From Casetext: Smarter Legal Research

Arrington v. Born-N-Raised, Inc.

UNITED STATES DISTRICT COURT FOR THE DISTRICT OF COLORADO
Oct 16, 2012
Civil Action No. 12-cv-00172-LTB-KLM (D. Colo. Oct. 16, 2012)

Opinion

Civil Action No. 12-cv-00172-LTB-KLM

10-16-2012

TROY R. ARRINGTON, II, Plaintiff, v. BORN-N-RAISED, INC., and TIMOTHY R. CHAVEZ, Defendants.


Lewis T. Babcock, Judge


ORDER

This case is before me on Plaintiff's Motion for Leave to Amend Complaint to Add Claim for Exemplary Damages [Doc # 27]. After consideration of the motion, all related pleadings, and the case file, I deny Plaintiff's motion.

This action arises out of an automobile accident that occurred on March 19, 2009 in Durango, Colorado. Plaintiff's Complaint initially asserted a claim for punitive damages against both Defendants but that claim was dismissed as confessed pursuant to C.R.S. §13-21-102 which precludes such claims in the initial claim for relief. Plaintiff now seeks to add a new claim for punitive damages now that the parties have exchanged initial disclosures. Plaintiff asserts that there is sufficient evidence to establish a prima facie case of outrageous or willful and wanton conduct by Defendant Timothy R. Chavez ("Chavez"), the driver of the vehicle that struck Plaintiff's vehicle.
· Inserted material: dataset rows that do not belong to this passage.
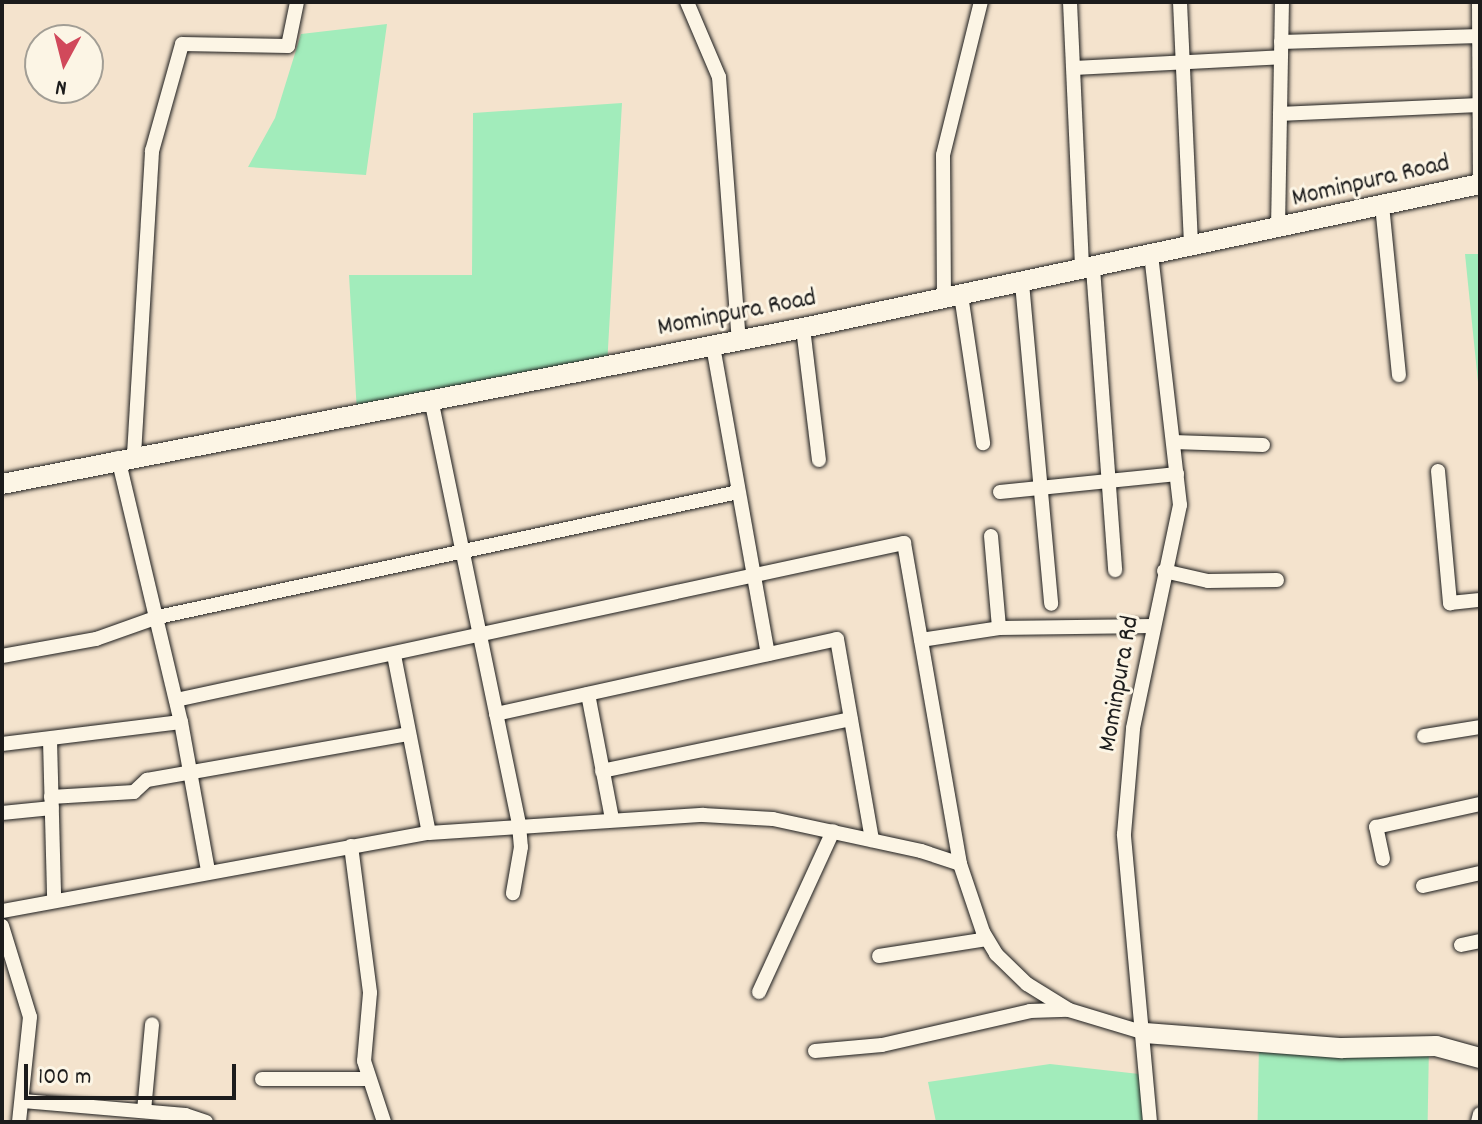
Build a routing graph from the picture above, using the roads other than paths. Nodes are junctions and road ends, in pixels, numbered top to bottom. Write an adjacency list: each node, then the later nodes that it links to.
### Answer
1 (297, 2): 31 (street)
2 (687, 2): 24 (street)
3 (981, 2): 22 (street)
4 (1070, 2): 11 (street)
5 (1180, 2): 10 (street)
6 (1282, 2): 9 (street)
7 (1479, 2): 8 (street)
8 (1480, 36): 9 (street); 12 (street)
9 (1281, 49): 10 (street); 13 (street)
10 (1183, 63): 11 (street); 18 (street)
11 (1074, 68): 20 (street)
12 (1478, 105): 13 (street); 14 (street)
13 (1280, 114): 17 (street)
14 (1480, 174)
15 (1480, 184): 16 (main road, Mominpura Road)
16 (1382, 205): 17 (main road, Mominpura Road); 26 (street)
17 (1278, 229): 18 (main road, Mominpura Road)
18 (1191, 248): 19 (main road, Mominpura Road)
19 (1151, 256): 20 (main road, Mominpura Road); 28 (street, Mominpura Rd)
20 (1088, 269): 21 (main road, Mominpura Road); 35 (street)
21 (1022, 283): 22 (main road, Mominpura Road); 37 (street)
22 (952, 297): 23 (main road, Mominpura Road); 29 (street)
23 (803, 328): 24 (main road, Mominpura Road); 32 (street)
24 (739, 340): 25 (main road, Mominpura Road)
25 (713, 346): 27 (main road, Mominpura Road); 38 (street)
26 (1399, 375)
27 (431, 399): 31 (main road, Mominpura Road); 41 (street)
28 (1173, 442): 30 (street); 34 (street, Mominpura Rd)
29 (983, 443)
30 (1263, 445)
31 (126, 457): 36 (main road, Mominpura Road); 48 (street)
32 (819, 460)
33 (1438, 471): 46 (street)
34 (1177, 474): 35 (street); 43 (street, Mominpura Rd)
35 (1112, 480): 37 (street); 42 (street)
36 (2, 484)
37 (1042, 488): 39 (street); 47 (street)
38 (738, 492): 41 (street); 44 (street)
39 (1000, 492)
40 (991, 536): 50 (street)
41 (462, 551): 48 (street); 51 (street)
42 (1115, 570)
43 (1164, 571): 45 (street); 49 (street, Mominpura Rd)
44 (752, 577): 51 (street); 52 (street); 53 (street)
45 (1277, 580)
46 (1480, 600)
47 (1051, 604)
48 (158, 617): 55 (street); 57 (street)
49 (1153, 626): 50 (street); 93 (street, Mominpura Rd)
50 (999, 628): 52 (street)
51 (480, 637): 54 (street); 58 (street)
52 (921, 640): 78 (street)
53 (768, 654): 56 (street); 59 (street)
54 (394, 655): 57 (street); 62 (street)
55 (2, 656)
56 (588, 694): 58 (street); 66 (street)
57 (176, 700): 60 (street)
58 (496, 714): 72 (street)
59 (851, 719): 66 (street); 75 (street)
60 (181, 722): 64 (street); 67 (street)
61 (1480, 727): 63 (street)
62 (409, 734): 67 (street); 74 (street)
63 (1424, 736)
64 (50, 740): 65 (street); 68 (street)
65 (2, 744)
66 (602, 771): 71 (street)
67 (191, 775): 68 (street); 79 (street)
68 (52, 802): 70 (street); 83 (street)
69 (1480, 804): 77 (street)
70 (2, 813)
71 (612, 819): 72 (street); 73 (street)
72 (519, 825): 74 (street); 82 (street)
73 (833, 831): 75 (street); 90 (street)
74 (429, 833): 76 (street)
75 (872, 840): 78 (street)
76 (351, 846): 79 (street); 97 (street)
77 (1383, 859)
78 (960, 864): 86 (street)
79 (208, 871): 83 (street)
80 (1480, 873): 81 (street)
81 (1423, 886)
82 (513, 893)
83 (54, 898): 84 (street)
84 (2, 911)
85 (2, 926): 98 (street)
86 (987, 939): 89 (street); 91 (street)
87 (1480, 941): 88 (street)
88 (1461, 945)
89 (879, 956)
90 (759, 992)
91 (1069, 1010): 93 (street); 94 (street)
92 (152, 1024): 99 (street)
93 (1145, 1033): 95 (main road); 104 (street, Mominpura Rd)
94 (815, 1051)
95 (1480, 1058)
96 (262, 1079): 97 (street)
97 (368, 1079): 103 (street)
98 (23, 1101): 99 (street); 101 (street)
99 (144, 1111): 102 (street)
100 (1480, 1114): 105 (street)
101 (19, 1122)
102 (206, 1122)
103 (384, 1122)
104 (1150, 1122)
105 (1478, 1122)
Section 13-21-102(1)(b), C.R.S., defines "willful and wanton conduct" as "conduct purposely committed which the actor must have realized as dangerous, done heedlessly and recklessly, without regard to consequences, or of the right and safety of others, particularly the plaintiff." "Outrageous conduct" is conduct "so outrageous in character, and so extreme in degree, as to go beyond all possible bounds of decency, and to be regarded as atrocious, and utterly intolerable in a civilized community." Destefano v. Grabian, 763 P.2d 275, 286 (Colo. 1988) (internal quotations and citations omitted).

To establish a prima facie case of outrageous or willful and wanton conduct by Chavez, Plaintiff cites Chavez's admission to his insurance company that he did not see a stop sign and therefore did not stop; Chavez's inconsistent answers to Plaintiff's interrogatories wherein he claimed that he did stop at the stop sign; and Plaintiff's belief that Chavez was traveling in excess of 30 m.p.h. at the time of the accident.

Leave to amend may be denied on the basis that the proposed amendment would be futile. Frank v. U.S. West, Inc., 3 F.3d 1357, 1365 (10th Cir. 1993). An amendment is futile "when the proposed amended complaint would be subject to dismissal for any reason, including that the amendment would not survive a motion for summary judgment." Bauchman for Bauchman v. West High School, 132 F.3d 543, 562 (10th Cir. 1997). Based on the evidence and argument presently before me, I conclude that Plaintiff has failed to demonstrate that he has a viable claim against Defendants for punitive damages based on Chavez's outrageous or wanton and willful conduct.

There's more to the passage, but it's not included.